This is an excerpt from an article that originally appeared in The Common Boundary, Volume 5, #2.
Most therapists are surprised to learn that Freud, himself, recommended a style of listening to patients that greatly resembles the style of Buddhist meditation, known as “bare attention.”
Early in his career, Freud was fascinated by the powerful effect of focused or restricted attention during hypnotic trances. Eventually this interest led him to use free association, a technique in which patients attend to each moment of their consciousness and report it verbatim to the analyst without censoring any thought or feeling no matter how irrational it may sound. Freud believed that restricting attention to the stream of consciousness would force to the surface fragments of the repressed unconscious.
Free associating was, of course, the patients task, but Freud also believed that the analyst had a similar job. In order for the analyst to be open and not censor the sometimes disturbingly irrational and unsettling associations of the patient, Freud recommended a form of listening that was a counterpart to the patient’s free association. By listening in a way that he described as “evenly suspended attention,” he hoped the analyst would be prepared to catch or intuit the drift of the patient’s unconscious. He believed that this uncensored listening would open the analyst’s unconscious just as the patient was opening him/herself to the analyst through uncensored speaking.

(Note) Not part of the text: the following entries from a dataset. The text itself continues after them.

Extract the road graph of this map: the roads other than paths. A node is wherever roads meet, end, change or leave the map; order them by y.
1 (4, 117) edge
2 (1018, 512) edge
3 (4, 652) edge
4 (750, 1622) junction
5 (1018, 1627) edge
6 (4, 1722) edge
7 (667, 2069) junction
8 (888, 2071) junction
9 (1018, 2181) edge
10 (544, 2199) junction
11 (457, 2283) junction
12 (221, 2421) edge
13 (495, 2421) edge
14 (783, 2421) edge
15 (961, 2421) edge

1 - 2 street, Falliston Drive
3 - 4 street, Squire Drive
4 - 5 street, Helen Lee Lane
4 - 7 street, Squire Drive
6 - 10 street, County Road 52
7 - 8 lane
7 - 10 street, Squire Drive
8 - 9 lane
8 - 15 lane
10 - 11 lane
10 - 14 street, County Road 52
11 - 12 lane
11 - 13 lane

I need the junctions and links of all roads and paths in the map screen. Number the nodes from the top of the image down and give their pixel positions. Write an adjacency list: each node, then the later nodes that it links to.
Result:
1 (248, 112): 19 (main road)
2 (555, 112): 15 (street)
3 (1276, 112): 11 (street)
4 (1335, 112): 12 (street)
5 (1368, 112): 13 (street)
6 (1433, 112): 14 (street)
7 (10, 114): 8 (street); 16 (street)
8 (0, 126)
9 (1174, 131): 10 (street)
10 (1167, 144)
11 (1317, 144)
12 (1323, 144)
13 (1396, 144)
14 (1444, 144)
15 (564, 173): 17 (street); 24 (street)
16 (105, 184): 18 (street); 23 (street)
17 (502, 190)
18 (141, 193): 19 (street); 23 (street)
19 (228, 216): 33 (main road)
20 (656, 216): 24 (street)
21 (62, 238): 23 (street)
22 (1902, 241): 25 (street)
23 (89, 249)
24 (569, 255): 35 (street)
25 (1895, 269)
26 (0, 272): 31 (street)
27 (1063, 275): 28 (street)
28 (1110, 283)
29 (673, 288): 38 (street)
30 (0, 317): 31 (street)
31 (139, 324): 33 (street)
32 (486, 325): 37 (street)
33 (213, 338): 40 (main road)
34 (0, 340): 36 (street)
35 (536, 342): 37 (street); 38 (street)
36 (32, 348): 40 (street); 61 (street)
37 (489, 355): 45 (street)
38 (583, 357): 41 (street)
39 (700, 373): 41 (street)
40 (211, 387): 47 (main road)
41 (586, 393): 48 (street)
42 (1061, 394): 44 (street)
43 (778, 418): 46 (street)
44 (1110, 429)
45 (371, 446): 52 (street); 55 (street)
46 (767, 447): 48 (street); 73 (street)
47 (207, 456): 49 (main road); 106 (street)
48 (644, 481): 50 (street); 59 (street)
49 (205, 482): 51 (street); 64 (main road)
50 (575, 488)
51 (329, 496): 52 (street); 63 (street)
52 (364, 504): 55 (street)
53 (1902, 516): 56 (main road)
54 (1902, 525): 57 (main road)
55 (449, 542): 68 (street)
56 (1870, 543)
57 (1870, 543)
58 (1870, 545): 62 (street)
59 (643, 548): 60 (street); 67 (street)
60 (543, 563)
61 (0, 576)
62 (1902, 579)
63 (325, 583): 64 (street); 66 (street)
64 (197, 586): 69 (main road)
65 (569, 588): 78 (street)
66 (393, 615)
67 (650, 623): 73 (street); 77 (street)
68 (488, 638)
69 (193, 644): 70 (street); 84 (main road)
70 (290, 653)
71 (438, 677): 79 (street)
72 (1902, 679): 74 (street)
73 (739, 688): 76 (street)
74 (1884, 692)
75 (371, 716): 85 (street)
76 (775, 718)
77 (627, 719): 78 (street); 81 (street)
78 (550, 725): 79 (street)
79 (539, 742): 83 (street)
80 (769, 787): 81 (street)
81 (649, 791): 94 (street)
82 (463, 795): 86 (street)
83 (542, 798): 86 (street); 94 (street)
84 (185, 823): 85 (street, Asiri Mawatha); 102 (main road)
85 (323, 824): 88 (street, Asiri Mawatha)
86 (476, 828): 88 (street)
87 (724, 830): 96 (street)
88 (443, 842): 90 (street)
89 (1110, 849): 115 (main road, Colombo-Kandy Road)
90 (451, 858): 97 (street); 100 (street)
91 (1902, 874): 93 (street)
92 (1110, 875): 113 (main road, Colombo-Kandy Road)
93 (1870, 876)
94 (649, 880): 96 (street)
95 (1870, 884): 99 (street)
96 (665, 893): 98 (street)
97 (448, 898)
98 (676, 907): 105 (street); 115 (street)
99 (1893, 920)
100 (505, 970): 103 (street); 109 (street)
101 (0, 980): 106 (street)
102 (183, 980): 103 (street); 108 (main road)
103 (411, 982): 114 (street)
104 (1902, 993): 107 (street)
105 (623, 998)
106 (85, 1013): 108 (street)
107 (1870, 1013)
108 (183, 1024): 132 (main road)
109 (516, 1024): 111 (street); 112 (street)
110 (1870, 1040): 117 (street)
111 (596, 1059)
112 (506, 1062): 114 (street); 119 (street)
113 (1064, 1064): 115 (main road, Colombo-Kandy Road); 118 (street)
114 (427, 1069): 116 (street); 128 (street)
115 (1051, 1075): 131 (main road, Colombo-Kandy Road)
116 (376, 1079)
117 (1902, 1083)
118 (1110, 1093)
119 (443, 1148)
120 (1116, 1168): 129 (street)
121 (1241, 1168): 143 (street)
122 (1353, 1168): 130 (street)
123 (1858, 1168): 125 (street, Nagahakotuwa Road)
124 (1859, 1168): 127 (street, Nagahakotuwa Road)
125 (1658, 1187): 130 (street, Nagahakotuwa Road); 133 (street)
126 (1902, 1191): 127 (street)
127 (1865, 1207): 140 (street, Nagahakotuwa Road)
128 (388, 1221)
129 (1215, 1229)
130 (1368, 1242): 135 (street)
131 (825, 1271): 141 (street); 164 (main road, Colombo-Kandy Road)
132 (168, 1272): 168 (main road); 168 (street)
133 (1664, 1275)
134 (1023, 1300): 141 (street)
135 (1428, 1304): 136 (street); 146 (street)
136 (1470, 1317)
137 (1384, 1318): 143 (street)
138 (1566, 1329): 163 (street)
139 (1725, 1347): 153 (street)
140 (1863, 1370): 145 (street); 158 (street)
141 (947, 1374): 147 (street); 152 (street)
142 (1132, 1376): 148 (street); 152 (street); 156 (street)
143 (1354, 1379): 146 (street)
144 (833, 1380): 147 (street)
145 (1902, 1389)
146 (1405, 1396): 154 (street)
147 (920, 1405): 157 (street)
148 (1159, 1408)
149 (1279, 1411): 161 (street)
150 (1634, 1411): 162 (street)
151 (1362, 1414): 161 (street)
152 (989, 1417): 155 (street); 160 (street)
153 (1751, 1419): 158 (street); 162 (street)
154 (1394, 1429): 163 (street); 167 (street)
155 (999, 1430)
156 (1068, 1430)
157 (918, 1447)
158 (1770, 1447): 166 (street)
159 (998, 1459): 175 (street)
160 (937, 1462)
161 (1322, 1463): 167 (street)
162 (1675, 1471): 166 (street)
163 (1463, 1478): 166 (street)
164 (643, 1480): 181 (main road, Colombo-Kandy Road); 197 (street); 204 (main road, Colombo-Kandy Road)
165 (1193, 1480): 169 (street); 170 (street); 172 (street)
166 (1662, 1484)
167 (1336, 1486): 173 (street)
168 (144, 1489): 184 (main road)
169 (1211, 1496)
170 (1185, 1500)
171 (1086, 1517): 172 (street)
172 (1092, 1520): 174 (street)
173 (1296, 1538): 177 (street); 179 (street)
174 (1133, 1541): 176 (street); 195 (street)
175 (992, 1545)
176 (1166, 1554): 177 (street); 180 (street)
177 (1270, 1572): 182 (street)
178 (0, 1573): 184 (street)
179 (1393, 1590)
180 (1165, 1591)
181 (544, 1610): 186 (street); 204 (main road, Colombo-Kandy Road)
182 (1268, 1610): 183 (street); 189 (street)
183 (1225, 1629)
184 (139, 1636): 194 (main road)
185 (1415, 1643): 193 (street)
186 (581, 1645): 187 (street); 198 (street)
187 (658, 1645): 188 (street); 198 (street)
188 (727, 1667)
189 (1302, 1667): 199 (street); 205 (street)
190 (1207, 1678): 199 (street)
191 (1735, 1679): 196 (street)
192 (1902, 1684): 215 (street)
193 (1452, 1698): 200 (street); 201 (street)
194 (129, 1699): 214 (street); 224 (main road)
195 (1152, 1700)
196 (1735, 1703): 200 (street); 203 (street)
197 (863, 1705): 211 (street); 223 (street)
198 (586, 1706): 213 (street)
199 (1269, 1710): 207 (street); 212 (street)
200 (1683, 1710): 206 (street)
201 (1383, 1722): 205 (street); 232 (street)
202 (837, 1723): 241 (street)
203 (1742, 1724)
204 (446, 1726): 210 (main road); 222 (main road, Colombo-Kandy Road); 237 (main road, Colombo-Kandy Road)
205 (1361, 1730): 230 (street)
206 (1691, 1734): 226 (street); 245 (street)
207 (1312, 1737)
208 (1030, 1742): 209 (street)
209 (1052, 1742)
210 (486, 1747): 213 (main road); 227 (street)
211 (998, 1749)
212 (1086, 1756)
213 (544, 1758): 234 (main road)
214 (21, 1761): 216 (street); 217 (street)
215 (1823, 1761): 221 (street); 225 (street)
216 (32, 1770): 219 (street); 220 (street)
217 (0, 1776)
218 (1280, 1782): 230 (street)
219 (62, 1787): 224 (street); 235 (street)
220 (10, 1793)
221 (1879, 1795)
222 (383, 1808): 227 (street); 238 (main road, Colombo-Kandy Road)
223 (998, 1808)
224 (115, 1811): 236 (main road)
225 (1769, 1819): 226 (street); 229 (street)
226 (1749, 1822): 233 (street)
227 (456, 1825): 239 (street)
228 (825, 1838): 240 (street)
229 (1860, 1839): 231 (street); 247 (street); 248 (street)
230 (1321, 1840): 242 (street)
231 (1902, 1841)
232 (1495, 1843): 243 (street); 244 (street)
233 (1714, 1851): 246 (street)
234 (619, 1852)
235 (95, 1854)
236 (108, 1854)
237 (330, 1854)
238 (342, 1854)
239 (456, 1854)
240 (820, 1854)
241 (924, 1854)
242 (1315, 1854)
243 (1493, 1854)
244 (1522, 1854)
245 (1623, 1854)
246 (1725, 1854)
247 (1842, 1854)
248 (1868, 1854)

The reason that the majority of clinicians are unaware that Freud held these views is that after his death many of his followers deviated from his original recommendation in regard to how they should listen. Perhaps one reason for this detour is the fact that Freud, himself, never fully revealed the method he used to accomplish his listening state. Unfortunately, no one else developed a method for cultivating and maintaining this rigorous, demanding focus of attention. Furthermore, increased professional interest in the more rational and cognitive analysis of the ego defenses made Freud’s recommendation seem not sufficiently scientific. For example, in 1948 Theodore Reik published the well-known Listening with the Third Ear. In this book he rejected Freud’s “evenly suspended attention,” which he described as an oscillation of the analyst’s attention between receptive listening (intuition) and focused cognitive processing (rational understanding). This was done for the purpose of permitting the analyst to make interpretations. This crucial alteration ultimately proved to be the beginning of the end of Freud’s recommendation.